Alessandro Del Vecchio (born 21 April 1979) is an Italian multi-instrumentalist and producer, best known for his collaborations with hard rock and heavy metal artists such as Jørn Lande, Revolution Saints, Hardline, Fergie Frederiksen, Ted Poley, Kelly Keeling and Mat Sinner, and for his work as the in-house producer for Neapolitan record label Frontiers Music SRL from his personal Ivorytears Music Works Studio located just north of Milan.

Biography

Formation

Born and raised in Italy, his career started at a very young age while honing his skills as a singer, songwriter and versatile instrumentalist. Among his many musical accomplishments, Alessandro found himself at the pinnacle of the industry's most difficult processes. Alessandro began indulging in producing, engineering and mastering hundreds of world-class Billboard chart topping albums including a multitude of collaborations from the most sought after rock groups in the world.

Edge of Forever, Moonstone Project and Lionville (2003-2011)

Some of Alessandro's most memorable accomplishments were with famed artists Jeff Scott Soto and Marcel Jacob of Talisman and Malmsteen in 2003. In fact, in 2004, they worked collectively on compositions like Edge of Forever's Feeding The Fire, which also featured Bob Harris from Frank Zappa and Axe and in 2005 on second album Let The Demon Rock And Roll. In 2006 Alessandro was called to sing, play Hammond organ and keyboards in the Moonstone Project first album Time to Take a Stand featuring Kelly Keeling, Graham Bonnet, Glenn Hughes, James Christian, Carmine Appice, Paul Shortino, Steve Walsh, Ian Paice, Tony Franklin and Roberto Tiranti.

In 2009 Alessandro resumed Edge of Forever project without Bob Harris and Marcel Jacob, but with himself on vocals, keyboards and producing and with new line-up released third album Another Paradise. In the same year he was in the Moonstone Project second album Rebel on the Run with artists as Clive Bunker, James Christian, Robin Beck, Roberto Tiranti, Glenn Hughes, Ken Hensley and Ian Paice.

In 2011 he formed Lionville project with Stefano Lionetti and produced and released the eponymous album with collaboration of Swedish singer Lars Säfsund.

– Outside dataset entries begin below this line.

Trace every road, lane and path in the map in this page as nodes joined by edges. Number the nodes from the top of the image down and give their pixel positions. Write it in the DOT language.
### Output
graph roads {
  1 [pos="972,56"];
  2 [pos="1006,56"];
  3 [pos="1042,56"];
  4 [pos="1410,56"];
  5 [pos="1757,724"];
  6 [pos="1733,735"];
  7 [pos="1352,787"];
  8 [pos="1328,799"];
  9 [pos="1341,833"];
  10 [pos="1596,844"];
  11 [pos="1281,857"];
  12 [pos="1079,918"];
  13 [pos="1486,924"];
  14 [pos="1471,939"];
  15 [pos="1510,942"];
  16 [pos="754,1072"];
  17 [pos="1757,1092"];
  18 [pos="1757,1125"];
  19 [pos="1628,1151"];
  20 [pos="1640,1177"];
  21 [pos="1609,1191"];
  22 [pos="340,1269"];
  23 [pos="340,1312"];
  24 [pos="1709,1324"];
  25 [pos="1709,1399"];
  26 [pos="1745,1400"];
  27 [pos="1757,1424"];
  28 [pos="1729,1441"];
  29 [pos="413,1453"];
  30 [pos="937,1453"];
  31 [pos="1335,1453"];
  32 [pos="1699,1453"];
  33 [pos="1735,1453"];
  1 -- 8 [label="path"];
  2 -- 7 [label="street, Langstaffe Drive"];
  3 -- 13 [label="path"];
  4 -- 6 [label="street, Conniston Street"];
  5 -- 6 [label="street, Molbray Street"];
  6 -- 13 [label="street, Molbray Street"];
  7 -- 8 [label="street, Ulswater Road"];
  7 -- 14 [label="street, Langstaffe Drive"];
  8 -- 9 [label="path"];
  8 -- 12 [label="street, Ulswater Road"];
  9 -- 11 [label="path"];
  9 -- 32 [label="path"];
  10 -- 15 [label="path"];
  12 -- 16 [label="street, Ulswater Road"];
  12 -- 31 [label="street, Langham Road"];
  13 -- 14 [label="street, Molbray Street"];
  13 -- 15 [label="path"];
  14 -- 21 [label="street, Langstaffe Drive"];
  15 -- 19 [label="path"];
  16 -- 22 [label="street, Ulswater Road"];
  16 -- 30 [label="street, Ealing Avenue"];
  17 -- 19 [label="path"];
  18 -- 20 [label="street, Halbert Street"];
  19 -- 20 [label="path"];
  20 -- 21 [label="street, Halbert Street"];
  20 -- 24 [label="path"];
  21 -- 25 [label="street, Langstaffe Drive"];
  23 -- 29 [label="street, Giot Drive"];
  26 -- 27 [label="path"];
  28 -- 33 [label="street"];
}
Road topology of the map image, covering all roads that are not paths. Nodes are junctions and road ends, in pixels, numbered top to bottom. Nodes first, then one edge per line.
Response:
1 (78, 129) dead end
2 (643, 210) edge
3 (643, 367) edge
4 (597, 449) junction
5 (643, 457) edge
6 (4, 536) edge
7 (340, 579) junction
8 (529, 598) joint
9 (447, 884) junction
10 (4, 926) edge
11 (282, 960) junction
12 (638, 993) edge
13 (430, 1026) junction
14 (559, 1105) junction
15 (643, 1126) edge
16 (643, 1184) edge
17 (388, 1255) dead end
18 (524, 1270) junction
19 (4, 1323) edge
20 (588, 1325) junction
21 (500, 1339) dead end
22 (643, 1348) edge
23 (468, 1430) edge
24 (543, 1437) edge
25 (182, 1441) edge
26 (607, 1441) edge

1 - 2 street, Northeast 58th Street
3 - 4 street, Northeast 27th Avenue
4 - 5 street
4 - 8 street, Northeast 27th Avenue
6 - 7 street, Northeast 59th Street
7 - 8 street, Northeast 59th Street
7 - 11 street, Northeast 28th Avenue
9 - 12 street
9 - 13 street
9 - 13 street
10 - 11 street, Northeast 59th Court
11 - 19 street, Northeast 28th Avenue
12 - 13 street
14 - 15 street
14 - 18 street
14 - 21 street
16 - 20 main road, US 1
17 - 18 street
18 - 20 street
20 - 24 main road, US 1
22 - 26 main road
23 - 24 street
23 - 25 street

Frontiers Records collaboration

Hardline and Mat Sinner (2011-2014)

In 2011 Frontiers Records called Alessandro for third Johnny Gioeli's Hardline reformation and in 2012 he produced, arranged and played their new album Danger Zone with hit "Fever Dreams". In the same year he produced, arranged and played the Lionville second album II. 
In 2013 Alessandro was on keyboards in German guitar player Alex Beyrodt's project Silent Force for Rising from Ashes album in which he started a long date collaboration with German bass player and producer Mat Sinner. In the same year Alessandro collaborated with Toto former singer Fergie Frederiksen for his solo album Any Given Moment.
In 2014 he produced, wrote, recorded, played keyboards, mixed and mastered the eponymous album of supergroup Rated X formed by Joe Lynn Turner, Karl Cochran, Tony Franklin and Carmine Appice.

Revolution Saints, Sunstorm and Jorn (2015-2016)

In January 2015 Frontiers combined the skills of Alessandro with German bass player and producer Mat Sinner for the Level 10 record with Symphony X singer Russell Allen the album Chapter One with Randy Black on drums, Alex Beyrodt and Roland Grapow (ex-Helloween, Masterplan) on guitars.
Alessandro continued his collaboration with Sinner and Beyrodt with David Readman (Pink Cream 69) on vocals and Francesco Jovino on drums on Voodoo Circle album Whisky Fingers released on November.
2015 was an important year for Alessandro because of Revolution Saints' eponymous album with Deen Castronovo, Doug Aldrich and Jack Blades. This album received important international feedbacks and was acclaimed for Alessandro production and songwriting, particularly for the hit "Back of My Trail". In the same yeah Alessandro worked for supergroup Resurrection Kings (formed by Chas West, Craig Goldy, Sean McNabb and Vinny Appice) for eponymous album and for Kelly Keeling with the album Mind Radio. 
In 2016 Frontiers entrusted to Alessandro Joe Lynn Turner's project Sunstorm for new production, keyboards and songwriting after Dennis Ward three-albums era. He called on guitar Simone Mularoni of DGM, on bass guitar Nik Mazzucconi of Labyrinth and Edge of Forever and on drums Francesco Jovino of Hardline, Primal Fear, Voodoo Circle and Edge of Forever. On May they released Edge of Tomorrow. In the same year Alessandro started collaboration with Norwegian metal singer Jorn and he produced and played keyboards on cover album Heavy Rock Radio. In October he released with Hardline's Human Nature album.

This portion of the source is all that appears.